Here’s where the title of my blog comes from: I saw Ira Glass perform at the Mesa Arts Center a few years ago in the show “Three Acts, Two Dancers, One Radio Host.” It was one of my favorite things I have ever seen and in that performance, Ira Glass quoted a friend who said “when we choose to be with one person for the rest of our lives, we are choosing the person we will spend the rest of our lives falling in and out of love with.”

I think it’s safe to say I’ve fallen out of love with writing. Like any great relationship, falling out of love makes me think of our earliest moments. I remember the first real Creative Writing class I had, where the teacher wrote the words “blue boot” on the whiteboard and asked us, rhetorically, what we were thinking of in that moment. Of course the answer was: a blue boot. Wow, the teacher said quietly, isn’t that amazing? Just by putting two words together, an image was created in our mind. What if, instead of a boot, we did that with a town? Instead a town, a world? Instead of a world, an emotion? What if, through words, we could create the idea of love, of loss, of fear, inside our reader? Wow, all of us students quietly said to ourselves.

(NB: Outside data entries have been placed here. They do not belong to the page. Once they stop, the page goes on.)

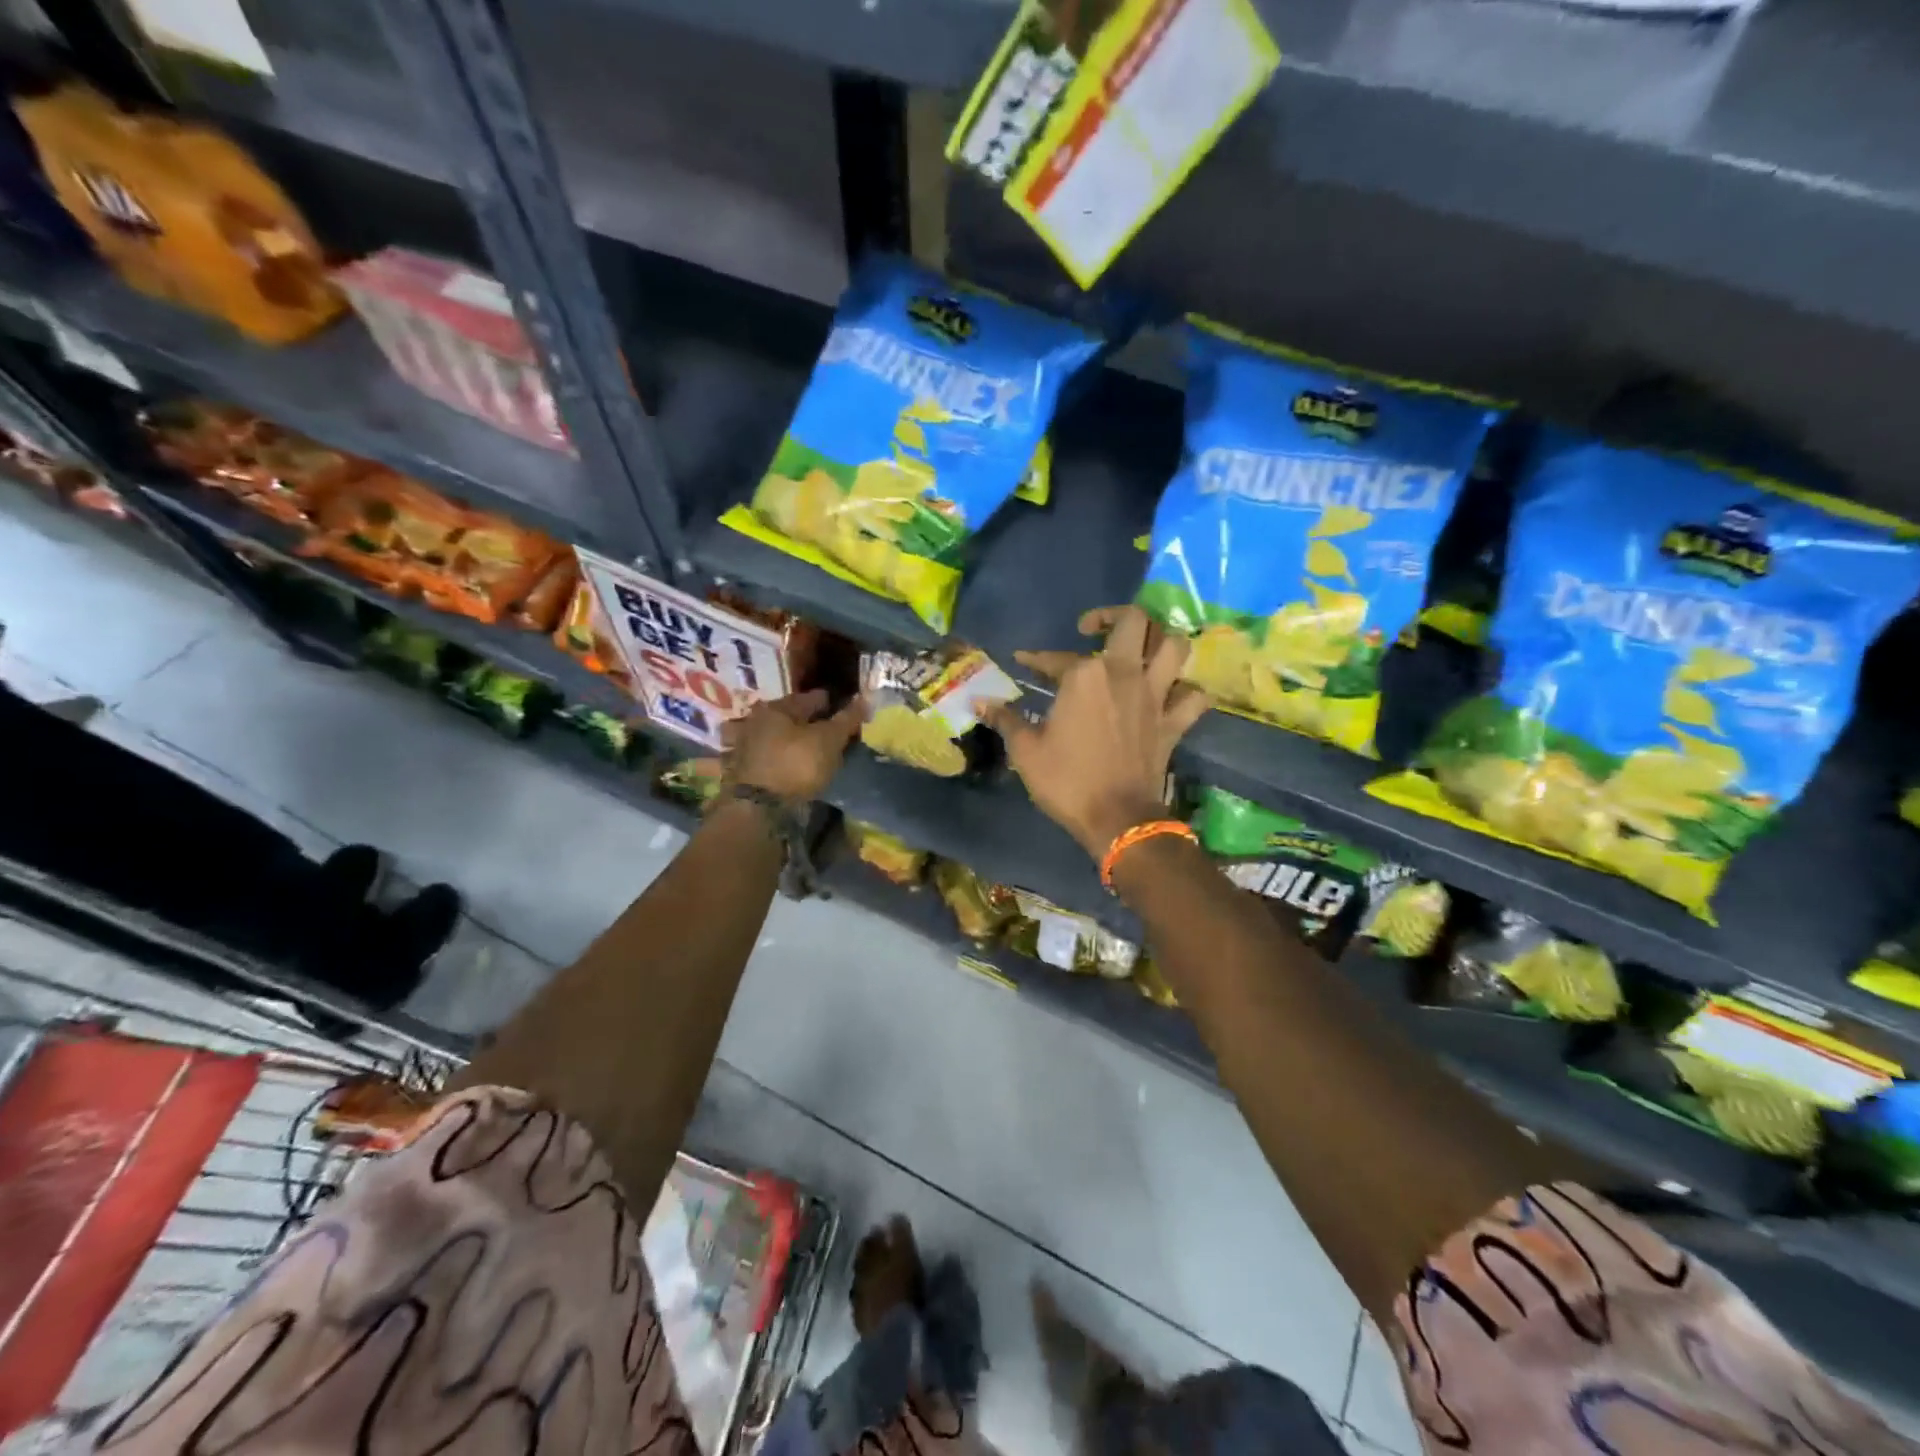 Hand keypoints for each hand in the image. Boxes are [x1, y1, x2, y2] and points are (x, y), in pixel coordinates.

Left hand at [722, 690, 863, 806]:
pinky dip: (784, 758)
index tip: (849, 711)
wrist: (759, 808)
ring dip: (794, 740)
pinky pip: (771, 757)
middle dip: (811, 721)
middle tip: (833, 731)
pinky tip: (796, 765)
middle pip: (793, 716)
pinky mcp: (745, 770)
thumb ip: (847, 718)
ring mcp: (748, 746)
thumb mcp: (829, 739)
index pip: (812, 698)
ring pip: (780, 736)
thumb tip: (864, 698)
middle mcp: (757, 720)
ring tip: (816, 750)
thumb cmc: (796, 763)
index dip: (832, 703)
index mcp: (777, 707)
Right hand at [984, 606, 1210, 857]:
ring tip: (1139, 648)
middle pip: (1134, 621)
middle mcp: (1125, 673)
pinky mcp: (1174, 722)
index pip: (1056, 657)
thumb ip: (1006, 719)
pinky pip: (1194, 695)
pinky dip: (1185, 690)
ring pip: (1174, 646)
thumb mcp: (1026, 751)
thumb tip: (979, 701)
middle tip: (1093, 630)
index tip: (1024, 661)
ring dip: (1159, 640)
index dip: (1036, 658)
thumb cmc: (1067, 781)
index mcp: (1085, 676)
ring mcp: (1155, 696)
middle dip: (1113, 616)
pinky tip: (1171, 693)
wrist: (1117, 819) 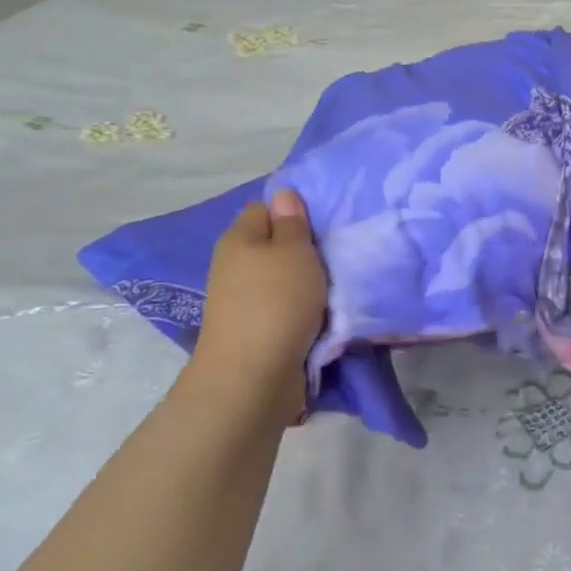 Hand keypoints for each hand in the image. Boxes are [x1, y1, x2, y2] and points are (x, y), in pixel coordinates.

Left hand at [186, 190, 326, 428]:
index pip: (265, 209)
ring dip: (306, 285)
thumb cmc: (277, 302)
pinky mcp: (254, 331)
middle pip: (274, 246)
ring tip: (334, 288)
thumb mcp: (294, 251)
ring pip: (281, 280)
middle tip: (335, 257)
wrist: (253, 376)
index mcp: (239, 238)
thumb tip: (283, 194)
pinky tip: (322, 317)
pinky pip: (283, 309)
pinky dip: (302, 312)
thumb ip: (293, 222)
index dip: (294, 213)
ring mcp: (242, 301)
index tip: (323, 227)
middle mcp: (234, 266)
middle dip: (303, 251) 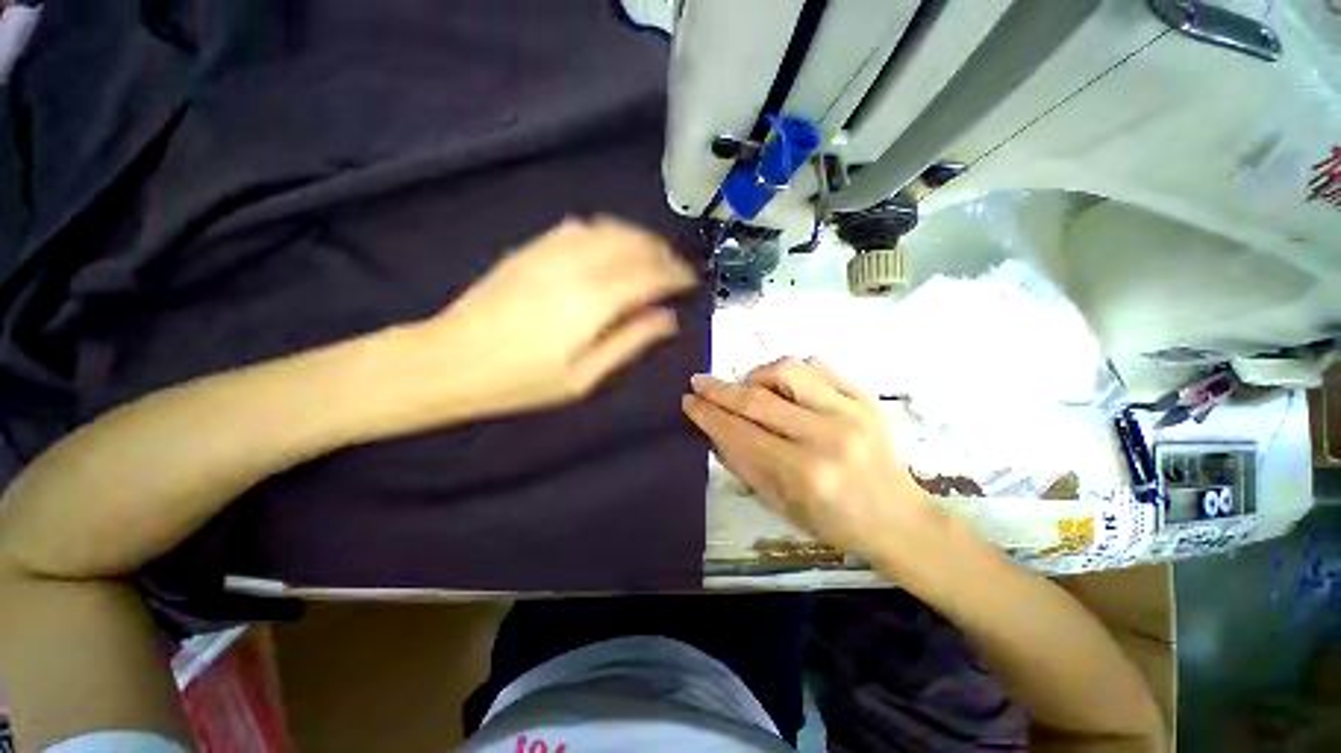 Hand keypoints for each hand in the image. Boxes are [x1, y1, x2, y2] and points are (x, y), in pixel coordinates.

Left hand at [411, 216, 697, 417]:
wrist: (447, 360)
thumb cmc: (520, 381)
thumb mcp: (585, 378)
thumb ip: (630, 343)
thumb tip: (668, 320)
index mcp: (593, 301)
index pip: (650, 275)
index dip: (676, 275)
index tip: (691, 282)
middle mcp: (576, 266)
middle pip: (633, 243)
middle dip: (663, 253)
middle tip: (676, 270)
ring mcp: (549, 251)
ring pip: (608, 228)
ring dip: (638, 237)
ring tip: (652, 256)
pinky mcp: (530, 248)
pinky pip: (577, 226)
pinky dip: (606, 231)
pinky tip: (610, 246)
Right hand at [682, 358, 938, 561]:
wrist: (898, 519)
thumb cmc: (834, 522)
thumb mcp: (780, 504)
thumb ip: (743, 463)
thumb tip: (714, 428)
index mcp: (803, 473)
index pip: (740, 432)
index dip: (708, 414)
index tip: (688, 400)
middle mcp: (826, 436)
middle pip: (758, 399)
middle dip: (719, 389)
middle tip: (699, 381)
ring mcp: (851, 411)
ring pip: (789, 370)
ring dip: (758, 375)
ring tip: (750, 387)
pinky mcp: (867, 398)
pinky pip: (819, 366)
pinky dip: (793, 371)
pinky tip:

This is all to say I still love reading good work. There were two writers I met at Bread Loaf whose writing I loved. One of them had already published a book and I read it in a matter of days. The other one hadn’t published a novel yet, but was certainly almost finished with their first draft. I look up their names every now and then in the usual places. Linkedin. Twitter. Instagram. They aren’t there. They don’t exist on Social Media and this makes me so goddamn happy. Now I can tell myself that, wherever they are, they are focusing on their work. Nothing else. And that one day soon their next book, their next story, their next finished product is going to be put out into the world, and whatever they have created with their words will be stirred within me.